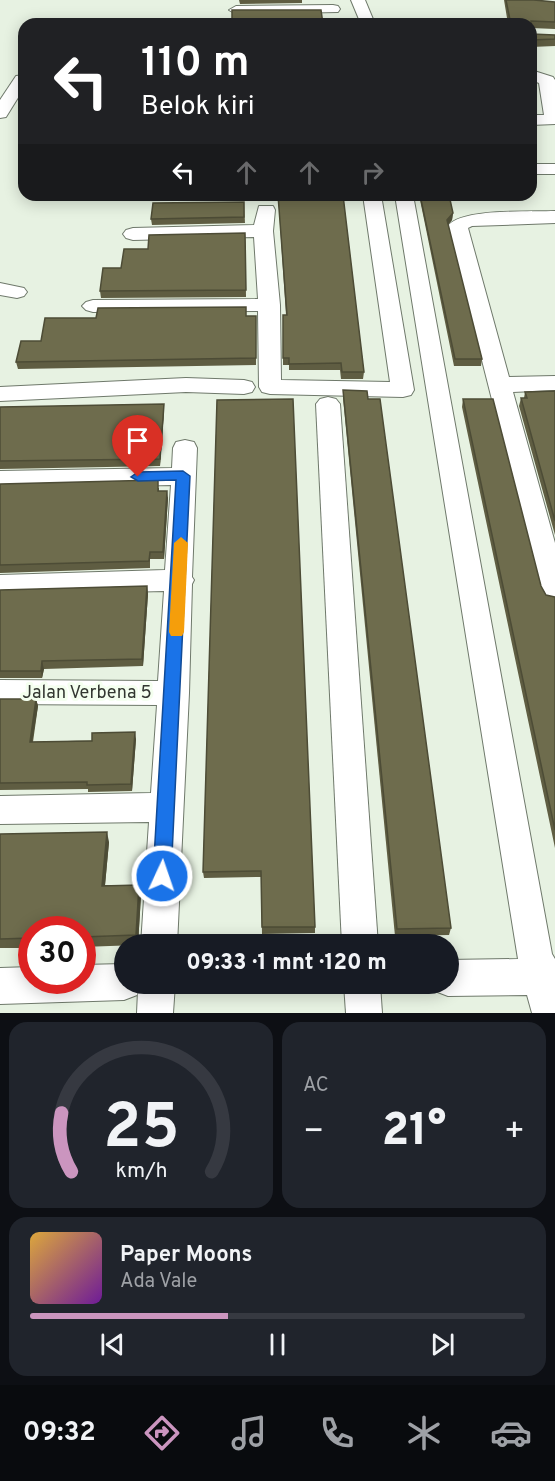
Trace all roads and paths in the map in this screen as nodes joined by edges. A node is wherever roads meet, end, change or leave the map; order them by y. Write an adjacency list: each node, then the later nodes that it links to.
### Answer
1 (358, 0): 5 (street)
2 (331, 4): 3 (street); 4 (street)
3 (236, 10)
4 (337, 18)
5 (366, 18)
6 (537, 77): 11 (street)
7 (0, 78): 8 (street)
8 (18, 79)
9 (18, 86): 10 (street)
10 (0, 113)
11 (537, 120)
12 (537, 169): 13 (street)
13 (555, 169)
14 (373, 201): 20 (street)
15 (405, 201): 37 (street)
16 (266, 210): 18 (street)
17 (555, 217): 23 (street)
18 (263, 231): 19 (street); 20 (street)
19 (133, 234)
20 (269, 305): 21 (street)
21 (93, 306)
22 (555, 383): 23 (street)
23 (501, 385): 30 (street)
24 (244, 387): 25 (street)
25 (0, 394)
26 (328, 404): 36 (street)
27 (0, 480): 28 (street)
28 (180, 580): 29 (street); 32 (street)
29 (0, 585)
30 (555, 593)
31 (0, 692): 32 (street, Jalan Verbena 5)
32 (174, 693): 33 (street)
33 (166, 807): 34 (street); 35 (street)
34 (0, 810)
35 (160, 934)
36 (359, 934)
37 (548, 977): 38 (street); 45 (street)
38 (459, 978)
39 (114, 982): 40 (street)
40 (0, 986)
41 (156, 994): 43 (street)
42 (363, 994): 44 (street)
43 (155, 1013)
44 (364, 1013)
45 (550, 1013)

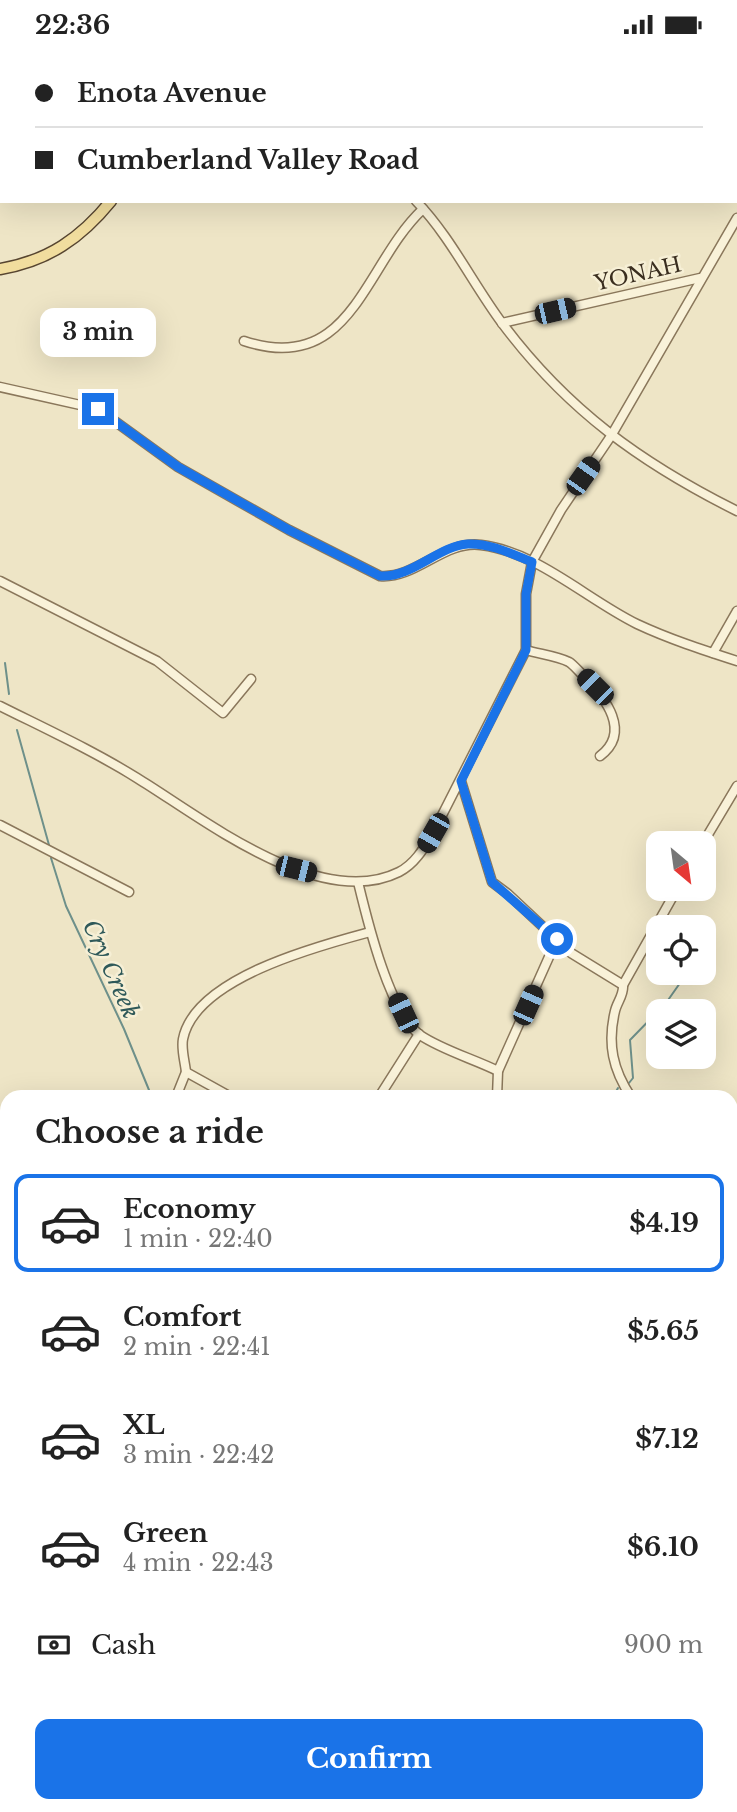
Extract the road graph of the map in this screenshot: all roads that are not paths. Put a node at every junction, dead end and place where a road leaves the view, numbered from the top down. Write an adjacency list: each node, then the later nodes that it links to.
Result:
┄┄┄┄┄┄┄┄┄┄
**YOUR INSTRUCTIONS:** What is needed is every entry written out word for word, with no pictures.

**OUTPUT FOR THIS EXERCISE:**
Trace all roads and paths in the map in this screen as nodes joined by edges. A node is wherever roads meet, end, change or leave the map; order them by y. Write an adjacency list: each node, then the later nodes that it links to.
### Answer
1 (358, 0): 5 (street)
2 (331, 4): 3 (street); 4 (street)
3 (236, 10)
4 (337, 18)
5 (366, 18)
6 (537, 77): 11 (street)
7 (0, 78): 8 (street)
8 (18, 79)
9 (18, 86): 10 (street)
10 (0, 113)
11 (537, 120)
12 (537, 169): 13 (street)
13 (555, 169)
14 (373, 201): 20 (street)
15 (405, 201): 37 (street)
16 (266, 210): 18 (street)
17 (555, 217): 23 (street)
18 (263, 231): 19 (street); 20 (street)
19 (133, 234)
20 (269, 305): 21 (street)
21 (93, 306)
22 (555, 383): 23 (street)
23 (501, 385): 30 (street)
24 (244, 387): 25 (street)
25 (0, 394)
26 (328, 404): 36 (street)
27 (0, 480): 28 (street)
28 (180, 580): 29 (street); 32 (street)
29 (0, 585)
30 (555, 593)
31 (0, 692): 32 (street, Jalan Verbena 5)
32 (174, 693): 33 (street)
33 (166, 807): 34 (street); 35 (street)
34 (0, 810)
35 (160, 934)
36 (359, 934)
37 (548, 977): 38 (street); 45 (street)
38 (459, 978)
39 (114, 982): 40 (street)
40 (0, 986)
41 (156, 994): 43 (street)
42 (363, 994): 44 (street)
43 (155, 1013)
44 (364, 1013)
45 (550, 1013)

Extract the road graph of the map in this screenshot: all roads that are not paths. Put a node at every junction, dead end and place where a road leaves the view, numbered from the top down. Write an adjacency list: each node, then the later nodes that it links to.
Result:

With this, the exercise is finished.